Most relevant to this project is tokenization so I'll explore below.

In [7]:
from transformers import AutoTokenizer

tokenizer = AutoTokenizer.from_pretrained("bert-base-uncased")

tokenizer(dataset[0]["text"])

None of PyTorch, TensorFlow >= 2.0, or Flax have been found.
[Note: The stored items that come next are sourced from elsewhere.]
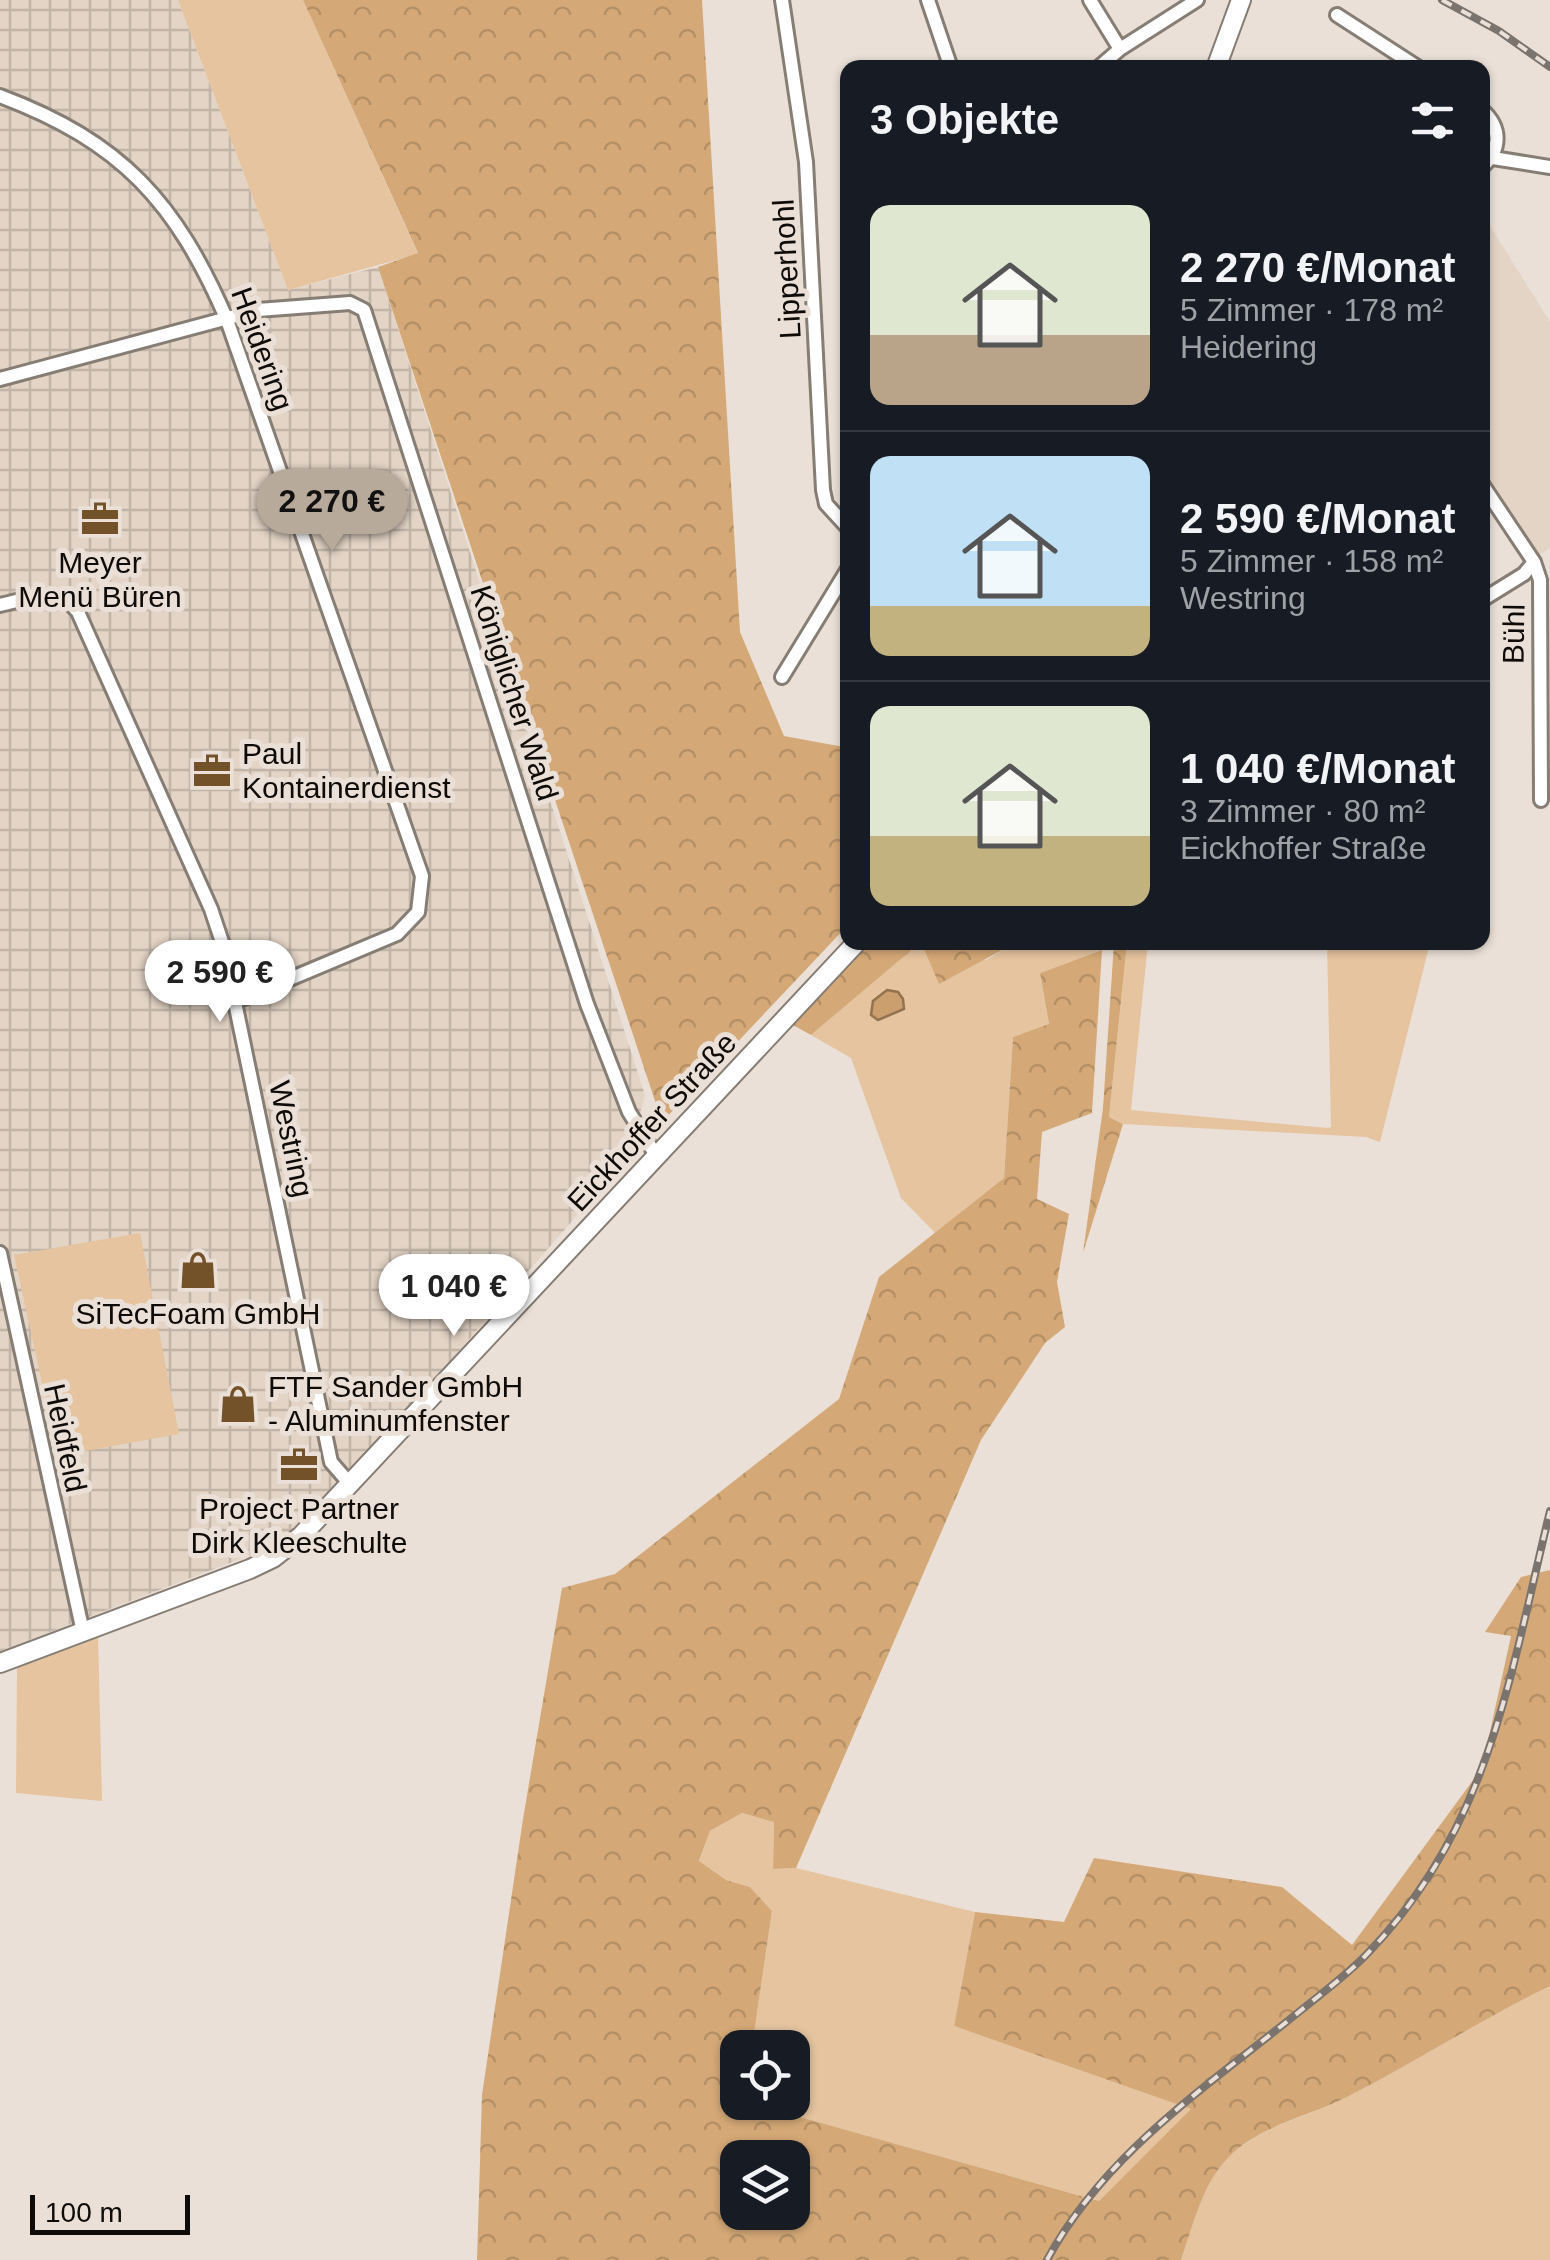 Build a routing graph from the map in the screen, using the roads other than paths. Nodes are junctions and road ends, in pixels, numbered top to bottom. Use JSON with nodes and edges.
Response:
{"nodes":[{"id":1,"x":782,"y":0,"type":"edge"},
{"id":2,"x":928,"y":0,"type":"edge"},
{"id":3,"x":1090,"y":0,"type":"edge"},
{"id":4,"x":1197,"y":0,"type":"edge"},
{"id":5,"x":1241,"y":0,"type":"edge"},
{"id":6,"x":1337,"y":15,"type":"dead end"},
{"id":7,"x":1120,"y":49,"type":"junction"},
{"id":8,"x":948,"y":60,"type":"edge"},
{"id":9,"x":1107,"y":60,"type":"edge"},
{"id":10,"x":1219,"y":60,"type":"edge"},
{"id":11,"x":1406,"y":60,"type":"edge"},
{"id":12,"x":0,"y":96,"type":"edge"},
{"id":13,"x":1490,"y":117,"type":"edge"},
{"id":14,"x":1490,"y":159,"type":"edge"},
{"id":15,"x":1490,"y":162,"type":"edge"},
{"id":16,"x":1550,"y":166,"type":"edge"},
{"id":17,"x":228,"y":320,"type":"junction"},
{"id":18,"x":0,"y":379,"type":"edge"},
{"id":19,"x":1490,"y":496,"type":"edge"},
{"id":20,"x":840,"y":519,"type":"edge"},
{"id":21,"x":1534,"y":562,"type":"junction"},
{"id":22,"x":840,"y":582,"type":"edge"},
{"id":23,"x":1490,"y":595,"type":"edge"},
{"id":24,"x":0,"y":605,"type":"edge"},
{"id":25,"x":782,"y":677,"type":"dead end"},
{"id":26,"x":1541,"y":800,"type":"dead end"},
{"id":27,"x":850,"y":950,"type":"edge"},
{"id":28,"x":237,"y":1001,"type":"junction"},
{"id":29,"x":657,"y":1156,"type":"junction"},
{"id":30,"x":0,"y":1254,"type":"edge"},
{"id":31,"x":350,"y":1484,"type":"junction"},
{"id":32,"x":83,"y":1632,"type":"junction"},
{"id":33,"x":0,"y":1663,"type":"edge"}],
"edges":[{"from":1,"to":20,"type":"street","name":"Lipperhohl"},
{"from":2,"to":8,"type":"street"},
{"from":3,"to":7,"type":"street"},
{"from":4,"to":7,"type":"street"},
{"from":5,"to":10,"type":"main road"},
{"from":6,"to":11,"type":"street"},
{"from":7,"to":9,"type":"street"},
{"from":12,"to":17,"type":"street","name":"Heidering"},
{"from":13,"to":14,"type":"street"},
{"from":15,"to":16,"type":"street"},
{"from":17,"to":18,"type":"street","name":"Königlicher Wald"},
{"from":17,"to":28,"type":"street","name":"Heidering"},
{"from":17,"to":29,"type":"street","name":"Königlicher Wald"},
{"from":19,"to":21,"type":"street","name":"Bühl"},
{"from":21,"to":23,"type":"street"},
{"from":21,"to":26,"type":"street","name":"Bühl"},
{"from":22,"to":25,"type":"street"},
{"from":24,"to":28,"type":"street","name":"Westring"},
{"from":27,"to":29,"type":"main road","name":"Eickhoffer Straße"},
{"from":28,"to":31,"type":"street","name":"Westring"},
{"from":29,"to":31,"type":"main road","name":"Eickhoffer Straße"},
{"from":30,"to":32,"type":"street","name":"Heidfeld"},
{"from":31,"to":32,"type":"main road","name":"Eickhoffer Straße"},
{"from":32,"to":33,"type":"main road","name":"Eickhoffer Straße"}]}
Models won't be available and only tokenizers, configuration and file/data utilities can be used.
Downloading (…)okenizer_config.json: 100%|██████████| 28.0/28.0 [00:00<00:00, 32.6kB/s]
Downloading (…)lve/main/config.json: 100%|██████████| 570/570 [00:00<00:00, 1.33MB/s]
Downloading (…)solve/main/vocab.txt: 100%|██████████| 232k/232k [00:00<00:00, 9.45MB/s]
Downloading (…)/main/tokenizer.json: 100%|██████████| 466k/466k [00:00<00:00, 8.98MB/s]
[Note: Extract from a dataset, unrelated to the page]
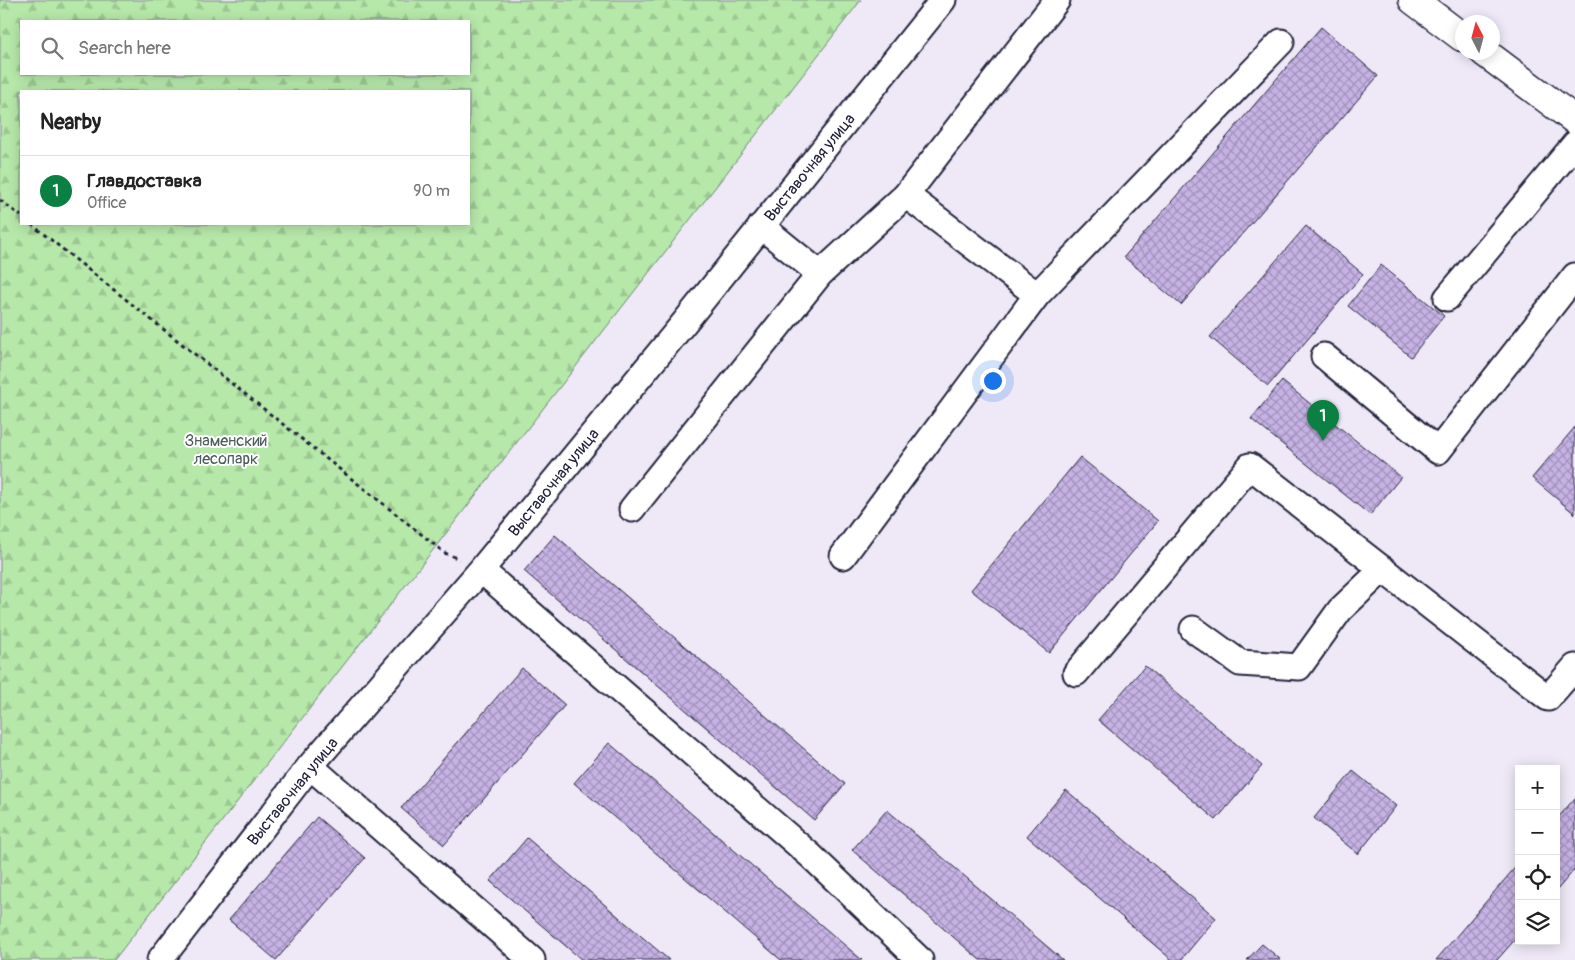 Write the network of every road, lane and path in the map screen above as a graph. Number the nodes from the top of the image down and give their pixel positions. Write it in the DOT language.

{'input_ids': [101, 1996, 2600, 2003, 16036, 2000, 2022, 1996, 7398, 2301, 1005, 1055, 2047, 1000, 16608, 1000, 1998, 2008, 2002, 1005, 1055, 2183, 2000, 2191, 1037, 17624, 2130, 3618, 2084, 7779, 29058, 8625, 13327, 1010, 3744, 1011, 18856, 19513, 3158, 5477, 4168, 2030, 7112, 16562, 2140, 1012, 102], 'token_type_ids': [0, 0, 0, 0, 0, 0, 0, 0, 0, 0, 0, 0, 0, 0, 0, 0, 0, 0, 0, 0, 0, 0, 0, 0, 0, 0, 0, 0, 0, 0, 0, 0, 0, 0, 0, 0, 0, 0, 0, 0, 0, 0, 0, 0, 0, 0, 0], 'attention_mask': [1, 1, 1, 1, 1, 1, 1, 1, 1, 1, 1, 1, 1, 1, 1, 1, 1, 1, 1, 1, 1, 1, 1, 1, 1, 1, 1, 1, 1, 1, 1, 1, 1, 1, 1, 1, 1, 1, 1, 1, 1, 1, 1, 1, 1, 1, 1]}

In [8]:
def tokenization(example):
    return tokenizer(example["text"])

dataset = dataset.map(tokenization, batched=True)

Map: 100%|██████████| 8530/8530 [00:00<00:00, 11276.52 examples/s]


## Format
You can also name fields and define data formats to work with particular modeling frameworks.

In [9]:
dataset.set_format(type="torch", columns=["input_ids", "token_type_ids", "attention_mask", "labels"])
dataset.format['type']

ValueError: PyTorch needs to be installed to be able to return PyTorch tensors.